Specifically, the cougar (Puma concolor), which survived the extinction event, consumed both flesh and bones with clear evidence of scavenging, in stark contrast to the extinct American lion (Panthera atrox) that had ∼30% broken canines and primarily ate tough flesh; the cougar’s opportunistic diet may have been key to its survival.
The dire wolf (Canis dirus), the most abundant carnivoran at La Brea, ranged from Canada to South America during the Pleistocene before becoming extinct. However, the coyote (Canis latrans), a smaller canid, survived the late Pleistocene extinction event, as did gray wolves, cougars, bobcats, and other smaller carnivorans. As coyotes are highly opportunistic today, eating smaller prey (e.g., rodents and lagomorphs) and also scavenging larger prey, such as deer, their “key to success” may have been similar to the La Brea cougars. Alternatively, coyotes—in contrast to cougars—may have opportunistically altered their diet following the extinction of numerous large predators and prey species, only recently becoming true opportunists.

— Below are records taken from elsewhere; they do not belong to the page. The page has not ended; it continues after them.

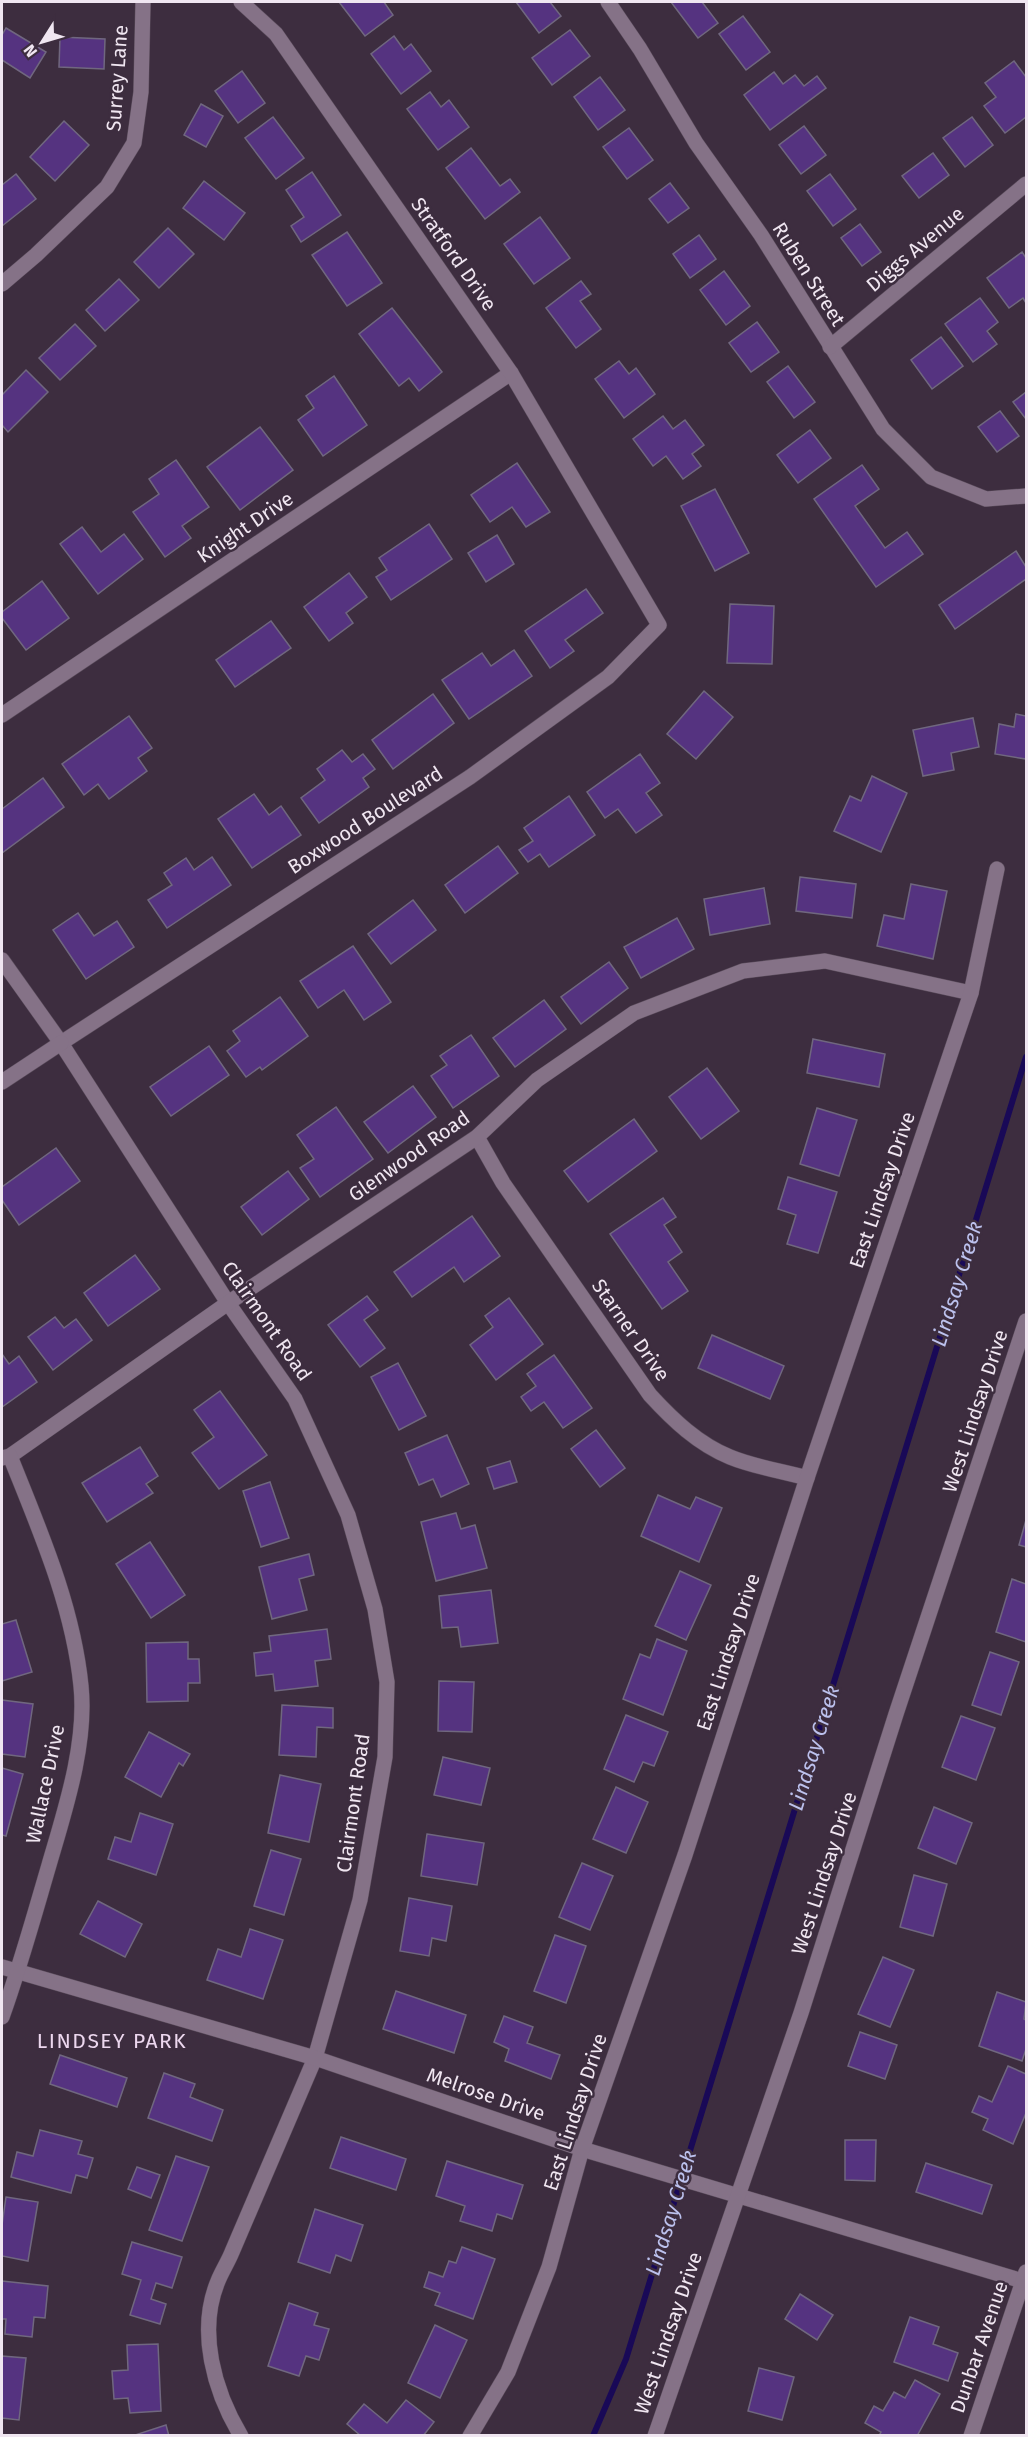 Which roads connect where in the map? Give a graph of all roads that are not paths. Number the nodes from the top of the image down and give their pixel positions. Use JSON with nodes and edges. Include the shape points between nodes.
{"nodes":[{"id":1,"x":143,"y":2,"type":"edge"},
{"id":2,"x":241,"y":2,"type":"edge"},
{"id":3,"x":608,"y":2,"type":"edge"},
{"id":4,"x":1026,"y":184,"type":"edge"},
{"id":5,"x":2,"y":284,"type":"edge"},
{"id":6,"x":830,"y":347,"type":"junction"},
{"id":7,"x":512,"y":373,"type":"junction"},
{"id":8,"x":1026,"y":496,"type":"edge"},
{"id":9,"x":613,"y":545,"type":"joint"},
{"id":10,"x":2,"y":715,"type":"edge"},
{"id":11,"x":997,"y":869,"type":"dead end"},
{"id":12,"x":2,"y":960,"type":"edge"},
{"id":13,"x":971,"y":993,"type":"junction"},
{"id":14,"x":61,"y":1043,"type":"junction"},
{"id":15,"x":2,"y":1082,"type":"edge"},
{"id":16,"x":477,"y":1137,"type":"junction"},
{"id":17,"x":228,"y":1303,"type":"junction"},
{"id":18,"x":1026,"y":1321,"type":"edge"},
{"id":19,"x":6,"y":1457,"type":"edge"},
{"id":20,"x":807,"y":1478,"type":"junction"},
{"id":21,"x":2,"y":1967,"type":"edge"},
{"id":22,"x":18,"y":1972,"type":"junction"},
{"id":23,"x":2,"y":2017,"type":"edge"},
{"id":24,"x":315,"y":2058,"type":"junction"},
{"id":25,"x":582,"y":2149,"type":"junction"},
{"id":26,"x":737,"y":2195,"type":"junction"},
{"id":27,"x":1025,"y":2279,"type":"edge"},
{"id":28,"x":241,"y":2436,"type":"edge"},
{"id":29,"x":470,"y":2436,"type":"edge"},
{"id":30,"x":655,"y":2436,"type":"edge"},
{"id":31,"x":971,"y":2436,"type":"edge"}],
"edges":[{"from":1,"to":5,"type":"street","name":"Surrey Lane","via":[[141,92],[134,143],[107,187]]},
{"from":2,"to":7,"type":"street","name":"Stratford Drive","via":[[276,34]]},
{"from":3,"to":6,"type":"street","name":"Ruben Street"},
{"from":4,"to":6,"type":"street","name":"Diggs Avenue"},
{"from":6,"to":8,"type":"street","name":"Ruben Street","via":[[883,429],[931,477],[986,499]]},
{"from":7,"to":9,"type":"street","name":"Stratford Drive"},
{"from":7,"to":10,"type":"street","name":"Knight Drive"},
{"from":9,"to":14,"type":"street","name":"Boxwood Boulevard","via":[[659,625],[608,677],[470,777]]},
{"from":11,"to":13,"type":"street","name":"East Lindsay Drive"},
{"from":12,"to":14,"type":"street","name":"Clairmont Road"},
{"from":13,"to":16,"type":"street","name":"Glenwood Road","via":[[825,961],[743,972],[634,1013],[537,1080]]},
{"from":13,"to":20,"type":"street","name":"East Lindsay Drive"},
{"from":14,"to":15,"type":"street","name":"Boxwood Boulevard"},
{"from":14,"to":17,"type":"street","name":"Clairmont Road"},
{"from":16,"to":17,"type":"street","name":"Glenwood Road"},
{"from":16,"to":20,"type":"street","name":"Starner Drive","via":[[503,1183],[650,1395],[671,1418],[730,1457]]},
{"from":17,"to":19,"type":"street","name":"Glenwood Road"},
{"from":17,"to":24,"type":"street","name":"Clairmont Road","via":[[295,1399],[348,1515],[375,1609],[387,1682],[385,1757],[360,1900]]},
{"from":18,"to":26,"type":"street","name":"West Lindsay Drive","via":[[801,2013]]},
{"from":19,"to":22,"type":"street","name":"Wallace Drive","via":[[52,1562],[74,1640],[82,1688],[80,1736],[68,1800]]},
{"from":20,"to":25,"type":"street","name":"East Lindsay Drive","via":[[685,1855]]},
{"from":21,"to":22,"type":"street","name":"Melrose Drive"},
{"from":22,"to":23,"type":"street","name":"Wallace Drive"},
{"from":22,"to":24,"type":"street","name":"Melrose Drive"},
{"from":24,"to":25,"type":"street","name":"Melrose Drive"},
{"from":24,"to":28,"type":"street","name":"Clairmont Road","via":[[217,2282],[210,2313],[209,2344],[215,2375]]},
{"from":25,"to":26,"type":"street","name":"Melrose Drive"},
{"from":25,"to":29,"type":"street","name":"East Lindsay Drive","via":[[549,2267],[507,2372]]},
{"from":26,"to":27,"type":"street","name":"Melrose Drive"},
{"from":26,"to":30,"type":"street","name":"West Lindsay Drive"},
{"from":27,"to":31,"type":"street","name":"Dunbar Avenue"}]}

But wait. Why couldn’t Darwinism help the unlucky ones develop opportunistic diets? If the big cats and dogs were too big, why didn’t natural selection make them smaller? Out of all the dire wolves from Canada to South America, did none of them adapt in those ways? When you raise the perhapsimaybecouldness index, phrases like “may have” can save you from falsification.
By the way, nothing evolved. Certain animals went extinct. Others survived.